== EXCERPTED RECORDS
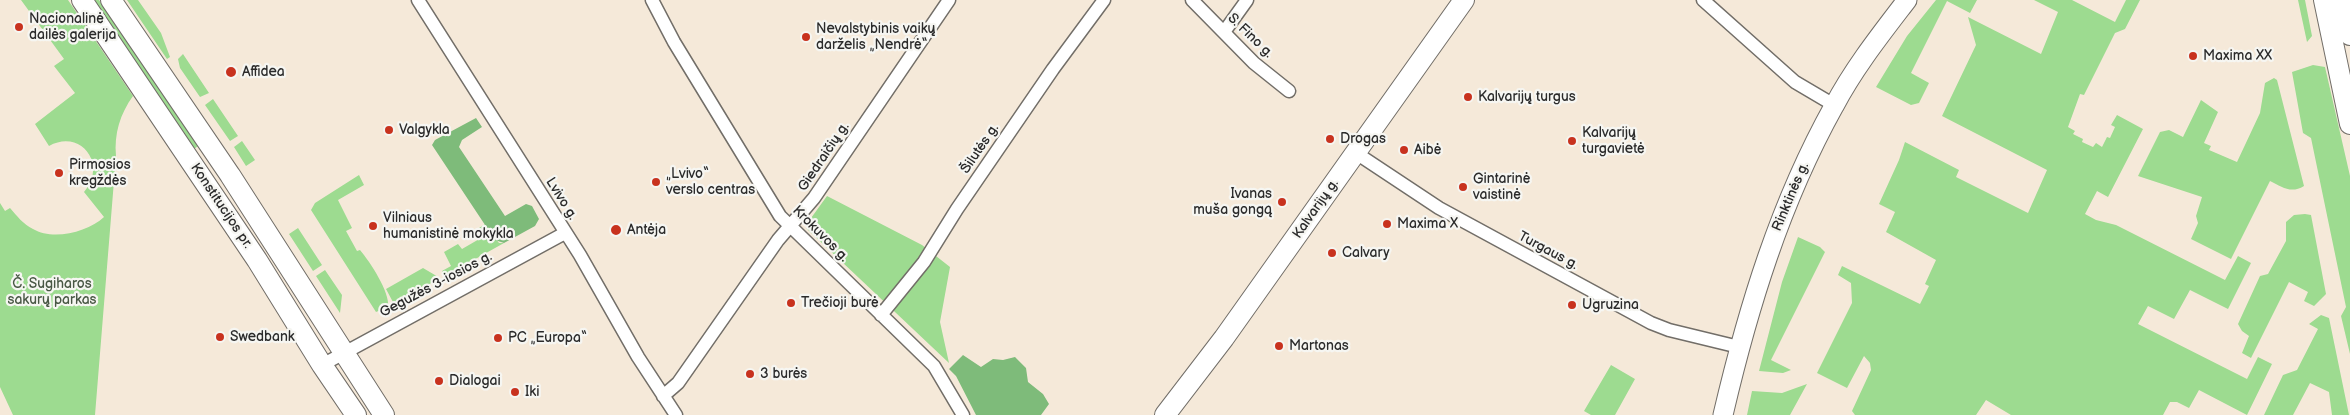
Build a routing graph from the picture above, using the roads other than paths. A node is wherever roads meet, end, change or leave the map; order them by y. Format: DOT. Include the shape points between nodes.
graph roads {
  1 [pos="82,0"];
  2 [pos="111,0"];
  3 [pos="418,0"];
  4 [pos="652,0"];
  5 [pos="948,0"];
  6 [pos="1104,0"];
  7 [pos="1192,0"];
  8 [pos="1247,0"];
  9 [pos="1464,0"];
  10 [pos="1703,0"];
  11 [pos="1907,0"];
  12 [pos="2324,0"];
  13 [pos="2342,0"];
  14 [pos="1224,32"];
  15 [pos="2350,34"];
  16 [pos="1289,91"];
  17 [pos="1834,105"];
  18 [pos="2350,124"];
  19 [pos="1356,153"];
  20 [pos="790,227"];
  21 [pos="565,232"];
  22 [pos="881,315"];
  23 [pos="1738,347"];
  24 [pos="343,353"];
  25 [pos="322,365"];
  26 [pos="663,396"];
  27 [pos="356,415"];
  28 [pos="384,415"];
  29 [pos="676,415"];
  30 [pos="964,415"];
  31 [pos="1165,415"];
  32 [pos="1723,415"];
  1 -- 25 [label="main road, Konstitucijos pr." via="257,260"];
  2 -- 24 [label="main road, Konstitucijos pr." via="240,191"];
  3 -- 21 [label="street, Lvivo g."];
  4 -- 20 [label="street, Krokuvos g." via="734,141"];
  5 -- 20 [label="street, Giedraičių g." via="814,198"];
  6 -- 22 [label="street, Šilutės g." via="957,209 934,248"];
  7 -- 14 [label="street, S. Fino g."];
  8 -- 14 [label="street"];
  9 -- 19 [label="main road, Kalvarijų g."];
  10 -- 17 [label="street" via="1795,82"];
  11 -- 17 [label="main road, Rinktinės g."];
  12 -- 18 [label="main road"];
  13 -- 15 [label="main road"];
  14 -- 16 [label="street, S. Fino g."];
  17 -- 23 [label="main road, Rinktinės g." via="1779,222"];
  19 -- 23 [label="street, Turgaus g." via="1439,208 1651,323"];
  19 -- 31 [label="main road, Kalvarijų g."];
  20 -- 22 [label="street, Krokuvos g."];
  20 -- 26 [label="street, Giedraičių g." via="678,383"];
  21 -- 24 [label="street, Gegužės 3-iosios g."];
  21 -- 26 [label="street, Lvivo g."];
  22 -- 30 [label="street, Krokuvos g." via="934,366"];
  23 -- 32 [label="main road, Rinktinės g."];
  24 -- 25 [label="street, Gegužės 3-iosios g."];
  24 -- 28 [label="main road, Konstitucijos pr."];
  25 -- 27 [label="main road, Konstitucijos pr."];
  26 -- 29 [label="street, Lvivo g."];
}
====
▶ [YOUR GOAL]:
All of the entries above are to be duplicated exactly, with every image left out.

▶ [ANSWER BOX]:
Build a routing graph from the picture above, using the roads other than paths. A node is wherever roads meet, end, change or leave the map; order them by y. Format: DOT. Include the shape points between nodes.
graph roads {
  1 [pos="82,0"];
  2 [pos="111,0"];
  3 [pos="418,0"];
  4 [pos="652,0"];
  5 [pos="948,0"];
  6 [pos="1104,0"];
  7 [pos="1192,0"];
  8 [pos="1247,0"];
  9 [pos="1464,0"];
  10 [pos="1703,0"];
  11 [pos="1907,0"];
  12 [pos="2324,0"];
  13 [pos="2342,0"];
  14 [pos="1224,32"];
  15 [pos="2350,34"];
  16 [pos="1289,91"];
  17 [pos="1834,105"];
  18 [pos="2350,124"];
  19 [pos="1356,153"];
  20 [pos="790,227"];
  21 [pos="565,232"];
  22 [pos="881,315"];
  23 [pos="1738,347"];
  24 [pos="343,353"];
  25 [pos="322,365"];
  26 [pos="663,396"];
  27 [pos="356,415"];
  28 [pos="384,415"];
  29 [pos="676,415"];
  30 [pos="964,415"];
  31 [pos="1165,415"];
  32 [pos="1723,415"];
  1 -- 25 [label="main road, Konstitucijos pr." via="257,260"];
  2 -- 24 [label="main road, Konstitucijos pr." via="240,191"];
  3 -- 21 [label="street, Lvivo g."];
  4 -- 20 [label="street, Krokuvos g." via="734,141"];
  5 -- 20 [label="street, Giedraičių g." via="814,198"];
  6 -- 22 [label="street, Šilutės g." via="957,209 934,248"];
  7 -- 14 [label="street, S. Fino g."];
  8 -- 14 [label="street"];
  9 -- 19 [label="main road, Kalvarijų g."];
  10 -- 17 [label="street" via="1795,82"];
  11 -- 17 [label="main road, Rinktinės g."];
  12 -- 18 [label="main road"];
  13 -- 15 [label="main road"];
  14 -- 16 [label="street, S. Fino g."];
  17 -- 23 [label="main road, Rinktinės g." via="1779,222"];
  19 -- 23 [label="street, Turgaus g." via="1439,208 1651,323"];
  19 -- 31 [label="main road, Kalvarijų g."];
  20 -- 22 [label="street, Krokuvos g."];
  20 -- 26 [label="street, Giedraičių g." via="678,383"];
  21 -- 24 [label="street, Gegužės 3-iosios g."];
  21 -- 26 [label="street, Lvivo g."];
  22 -- 30 [label="street, Krokuvos g." via="934,366"];
  23 -- 32 [label="main road, Rinktinės g."];
  24 -- 25 [label="street, Gegužės 3-iosios g."];
  24 -- 28 [label="main road, Konstitucijos pr."];
  25 -- 27 [label="main road, Konstitucijos pr."];
  26 -- 29 [label="street, Lvivo g."];
}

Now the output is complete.